LOCKBOX_MASTER_KEY=your_generated_key_here
DATABASE_URL=postgresql://localhost/meditrack_api_development
Then configure Lockbox:
# config/initializers/lockbox.rb
Lockbox.master_key = ENV.fetch("LOCKBOX_MASTER_KEY") do
raise "LOCKBOX_MASTER_KEY is not configured. Generate one with: rails runner \"puts Lockbox.generate_key\""
end
First model layer
User
class User < ApplicationRecord
include Discard::Model
encrypts :email
blind_index :email
has_one :user_profile, dependent: :destroy
has_many :medications, dependent: :destroy
has_many :consents, dependent: :destroy
has_many :push_tokens, dependent: :destroy
validates :email, presence: true, uniqueness: true
validates :password_digest, presence: true
end
Medication
class Medication < ApplicationRecord
include Discard::Model
belongs_to :user
has_many :reminder_schedules, dependent: :destroy
encrypts :name, :dosage, :notes
FREQUENCY_TYPES = %w[daily weekly custom].freeze
DOSAGE_UNITS = %w[mg ml g units drops].freeze
validates :name, presence: true
validates :frequency_type, inclusion: { in: FREQUENCY_TYPES }
validates :dosage_unit, inclusion: { in: DOSAGE_UNITS }, allow_nil: true
scope :active, -> { kept.where(active: true) }
end
Consent
class Consent < ApplicationRecord
belongs_to :user
TYPES = %w[health_data push_notifications terms_of_service].freeze
validates :consent_type, inclusion: { in: TYPES }
validates :granted, inclusion: { in: [true, false] }
scope :active_health_consent, ->(user) {
where(user: user, consent_type: "health_data", granted: true)
.where(withdrawn_at: nil)
.order(created_at: :desc)
.first
}
end
CORS configuration
Ionic will run separately during development, usually on port 8100.

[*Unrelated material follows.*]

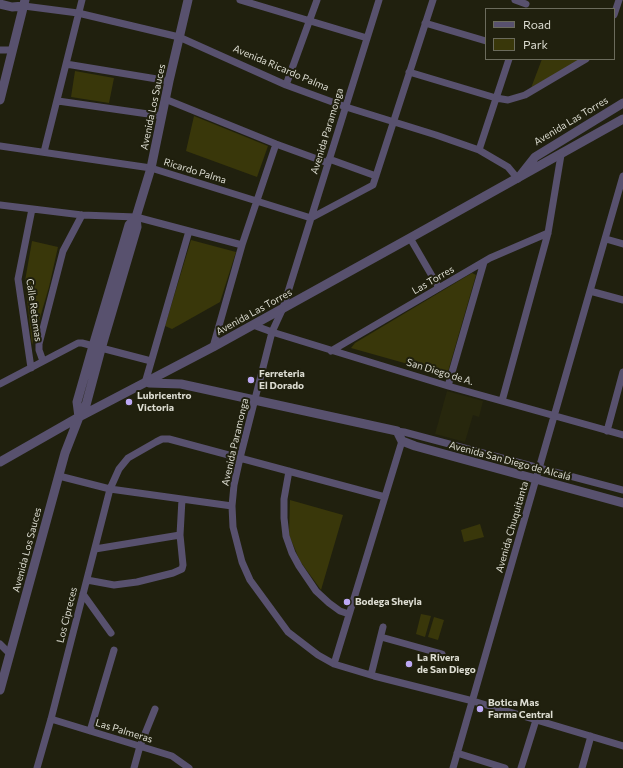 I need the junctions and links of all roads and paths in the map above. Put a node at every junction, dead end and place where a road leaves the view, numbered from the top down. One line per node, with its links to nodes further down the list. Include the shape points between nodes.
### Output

# config/initializers/cors.rb
Rails.application.config.middleware.insert_before 0, Rack::Cors do
allow do
origins ENV.fetch("ALLOWED_ORIGINS", "http://localhost:8100").split(",")
resource "/api/*",
headers: :any,
methods: [:get, :post, :put, :patch, :delete, :options, :head],
expose: ["Authorization"],
max_age: 600
end
end
In production, ALLOWED_ORIGINS should be set to the real frontend origin instead of a wildcard.
Initial routes
# config/routes.rb
Rails.application.routes.draw do
namespace :api do
namespace :v1 do
devise_for :users,
path: "auth",
controllers: {
registrations: "api/v1/auth/registrations",
sessions: "api/v1/auth/sessions"
}
resources :medications do
resources :reminder_schedules, shallow: true
end
resources :push_tokens, only: [:create, :destroy]
namespace :users do
resource :data, only: [:show, :destroy]
resources :consents, only: [:index, :create, :update]
end
end
end
get "up", to: proc { [200, {}, ["OK"]] }
end
These routes establish the main API surface:
- authentication;
- medication management;
- reminder schedules;
- push token registration;
- consent management;
- data export and account deletion.
Technical summary
If you are building a GDPR-compliant medication reminder app, the hard part is not the reminder schedule itself. The hard part is designing the system so that health data is protected by default.
For MediTrack, that means:
- medication names and notes are encrypted;
- user identity is separated from health records where practical;
- consent is recorded as an auditable history;
- push tokens are encrypted;
- data export and deletion are planned from the first schema;
- background jobs avoid loading decrypted health data unless they need it;
- user-facing consent is explicit, specific, and withdrawable.
This architecture gives us a stronger foundation before we build registration, authentication, push notifications, and the mobile UI.
What comes next
In the next post, we will implement the registration flow with explicit health data consent.
That will include:
- Devise and
devise-jwtsetup - custom registration endpoints
- consent creation during signup
- validation rules for health data processing
- the first medication creation endpoint
MediTrack is still a small app, but it is a useful example because it forces the right engineering question early:
What would change if privacy was part of the data model instead of a paragraph in the footer?